The prototype itself, however, usually is just the “structure”. The actual implementations are provided by actual classes that either follow a contract-based interface, or are abstracted from the super object; in this example, “Race Car” and “Saloon Car.”

To start with, the main prototype may look something like the following:

namespace PrototypePattern
{
   public abstract class Car
   {
      public int TopSpeed { get; set; }
      public int EngineSize { get; set; }
      public string Colour { get; set; }

      public abstract Car Clone();
   }
}

Here, we stamp out the base class type, and make sure that the basic information we might hold is represented, and that we have in place a ‘Clone’ method to clone our object.

Concrete prototypes may then in turn look something like the following:

namespace PrototypePattern
{
   public class SportsCar : Car
   {
      public override Car Clone()
      {
         return this.MemberwiseClone() as Car;
      }

   }
}

You only need to implement the Clone operation to make this a prototypical instance, but the clone can have any manner of other options attached to it after the fact.

There is an inherent danger to be aware of, however, and that’s the subject of how deep the copy goes.

Memberwise Clone will create what is known as a shallow copy.

This means that your first level objects such as the “TopSpeed,” “EngineSize,” and “Colour” properties shown above will be copied faithfully into an entirely separate and new instance of the object when it’s cloned.

Any sub objects, however, will have their “Reference” cloned, but not an actual copy.
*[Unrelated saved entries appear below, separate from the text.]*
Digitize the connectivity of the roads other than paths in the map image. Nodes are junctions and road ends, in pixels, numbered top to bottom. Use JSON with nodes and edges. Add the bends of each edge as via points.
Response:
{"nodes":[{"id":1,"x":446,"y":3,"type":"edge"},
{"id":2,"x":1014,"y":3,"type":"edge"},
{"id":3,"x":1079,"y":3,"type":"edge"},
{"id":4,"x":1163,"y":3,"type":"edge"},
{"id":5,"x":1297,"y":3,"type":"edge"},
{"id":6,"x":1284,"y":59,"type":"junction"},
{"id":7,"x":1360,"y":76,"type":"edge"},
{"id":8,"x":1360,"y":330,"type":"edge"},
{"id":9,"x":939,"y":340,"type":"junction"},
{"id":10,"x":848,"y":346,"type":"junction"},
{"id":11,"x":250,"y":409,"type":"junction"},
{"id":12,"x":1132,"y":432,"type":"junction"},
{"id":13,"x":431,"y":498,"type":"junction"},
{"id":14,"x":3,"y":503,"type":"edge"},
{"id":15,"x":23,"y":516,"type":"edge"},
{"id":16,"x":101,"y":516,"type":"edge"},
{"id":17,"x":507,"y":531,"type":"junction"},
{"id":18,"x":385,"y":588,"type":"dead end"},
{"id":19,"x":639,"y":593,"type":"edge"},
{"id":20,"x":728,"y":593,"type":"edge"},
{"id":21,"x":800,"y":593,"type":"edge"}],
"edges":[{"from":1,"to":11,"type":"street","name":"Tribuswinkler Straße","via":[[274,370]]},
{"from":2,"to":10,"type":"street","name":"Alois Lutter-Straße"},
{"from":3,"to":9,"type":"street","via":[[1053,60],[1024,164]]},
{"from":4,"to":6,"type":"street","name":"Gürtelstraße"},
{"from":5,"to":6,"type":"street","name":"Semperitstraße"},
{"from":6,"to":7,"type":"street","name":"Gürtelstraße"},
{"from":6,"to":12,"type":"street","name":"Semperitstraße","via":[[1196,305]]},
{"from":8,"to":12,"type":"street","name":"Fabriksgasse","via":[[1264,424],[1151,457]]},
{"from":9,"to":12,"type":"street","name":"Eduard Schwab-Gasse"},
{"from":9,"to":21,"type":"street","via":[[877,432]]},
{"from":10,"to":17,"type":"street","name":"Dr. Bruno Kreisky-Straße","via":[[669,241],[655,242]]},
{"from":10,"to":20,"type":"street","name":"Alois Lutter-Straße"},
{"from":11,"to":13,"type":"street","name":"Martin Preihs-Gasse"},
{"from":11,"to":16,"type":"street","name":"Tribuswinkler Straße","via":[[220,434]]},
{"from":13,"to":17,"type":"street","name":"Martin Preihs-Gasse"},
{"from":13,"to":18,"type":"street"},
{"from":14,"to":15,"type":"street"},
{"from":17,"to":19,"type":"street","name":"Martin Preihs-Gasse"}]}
What this means in practice is that if you have any nested objects, which you then take a clone of as part of the parent object, a change to the property on the new clone will also update the same instance on the parent.

To make the clone work in a “Deep” fashion, you not only need to make a copy using a Memberwise clone, but you then need to “new” up a new copy of the sub object, then manually copy the values across, like so

      public override Car Clone()
      {
         var clone = this.MemberwiseClone() as Car;

         clone.embeddedObject = new EmbeddedObject();
         clone.embeddedObject.property =
            this.embeddedObject.property;

         return clone;
      }

Doing this ensures that you detach the embedded class from the copy attached to the master prototype, and then make sure it has the same values as previous.

In many cases, it makes more sense, especially under .NET, to use interfaces to create a prototypical instance. The pattern is closely related and in many ways a competitor to the “Abstract Factory” pattern. Generally, however when using the Prototype pattern you would manage object creation via a “Prototype Manager” that would keep close tracking on which patterns are used and where.